12 Myocardial viability in preserved or mildly impaired left ventricular function prior to revascularisation – findings from a 3 year experience

2015 
Background Viability assessment prior to revascularisation at our institution is largely requested for patients with severely impaired left ventricles (LV). This study however aims to review the outcomes of those patients with preserved or mildly impaired LV function who underwent cardiac magnetic resonance imaging (CMR) for assessment of viability prior to revascularisation and to evaluate its use in this group. Methods All patients undergoing CMR to assess viability prior to coronary artery revascularisation were identified and included from January 2011 until June 2013. Results Viability assessments were undertaken in 256 patients who were referred for revascularisation by either percutaneous coronary intervention (PCI) or surgery. Of these 71 (27.7%) were found to have preserved or mildly impaired LV function, defined by an ejection fraction (EF) greater than 45% (72% male, mean age 66 ± 12.8 years).
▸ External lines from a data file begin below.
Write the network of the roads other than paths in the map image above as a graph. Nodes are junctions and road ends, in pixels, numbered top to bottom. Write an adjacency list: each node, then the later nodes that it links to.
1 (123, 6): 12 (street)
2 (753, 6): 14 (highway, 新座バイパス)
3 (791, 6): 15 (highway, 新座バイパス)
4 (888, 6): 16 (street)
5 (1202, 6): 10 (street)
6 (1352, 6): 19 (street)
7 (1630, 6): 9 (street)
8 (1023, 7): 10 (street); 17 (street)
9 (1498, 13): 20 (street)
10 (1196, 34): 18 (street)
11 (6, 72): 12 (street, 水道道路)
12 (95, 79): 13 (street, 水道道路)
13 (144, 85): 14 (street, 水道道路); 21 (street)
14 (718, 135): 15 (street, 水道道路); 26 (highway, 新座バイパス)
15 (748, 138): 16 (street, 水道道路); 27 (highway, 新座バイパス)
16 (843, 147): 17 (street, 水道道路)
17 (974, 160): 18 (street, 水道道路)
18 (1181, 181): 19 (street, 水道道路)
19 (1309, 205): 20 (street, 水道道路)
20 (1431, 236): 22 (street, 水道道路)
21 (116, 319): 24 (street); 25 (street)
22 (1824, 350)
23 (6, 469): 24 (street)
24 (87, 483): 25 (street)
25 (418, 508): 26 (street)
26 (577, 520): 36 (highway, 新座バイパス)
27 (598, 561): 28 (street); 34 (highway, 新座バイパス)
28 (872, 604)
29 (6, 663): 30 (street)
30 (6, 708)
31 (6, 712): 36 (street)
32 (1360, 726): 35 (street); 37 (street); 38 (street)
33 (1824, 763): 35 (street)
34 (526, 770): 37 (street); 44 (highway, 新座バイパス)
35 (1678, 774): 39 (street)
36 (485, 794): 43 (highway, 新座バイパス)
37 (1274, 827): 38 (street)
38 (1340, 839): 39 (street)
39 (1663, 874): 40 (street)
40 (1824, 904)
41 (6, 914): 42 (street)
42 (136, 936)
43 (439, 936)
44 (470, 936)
Adenosine stress perfusion was performed in 25.4%. Twenty four percent of patients were turned down for revascularisation. Mean LV measurements within groups were as follows: EF CABG 56.67 ± 7.58%, PCI 57.41 ± 8.58%, medical management 59.4 ± 19.65% (p = 0.58), LVEDV CABG 87.74 ± 19.37 mls, PCI 85.22 ± 20.62 mls, medical 80.41 ± 16.14 mls (p = 0.47). The number of non-viable segments within each group was: CABG 2.15 ± 1.99, PCI 2.15 ± 2.13 and medical 2.41 ± 2.06 (p = 0.90). The nonviable segments were in LAD territory in: CABG 22.2%, PCI 33.3% and medical 29.4% (p = 0.66). Median follow up was 2.4 years. Outcome data was follows; MACE: CABG 14.8%, PCI 7.4% and medical 11.8% (p = 0.69); death: CABG 11.1%, PCI 7.4%, with no reported deaths in the medical management group (p = 0.37); revascularisation: CABG 3.7%, PCI 11.1% and medical 11.8% (p = 0.53). Conclusions Viability assessment by CMR has not been shown to have a significant impact on the management of patients with preserved or mildly impaired LV. We propose that stress perfusion for assessment of ischaemia would improve the utility of CMR in this group.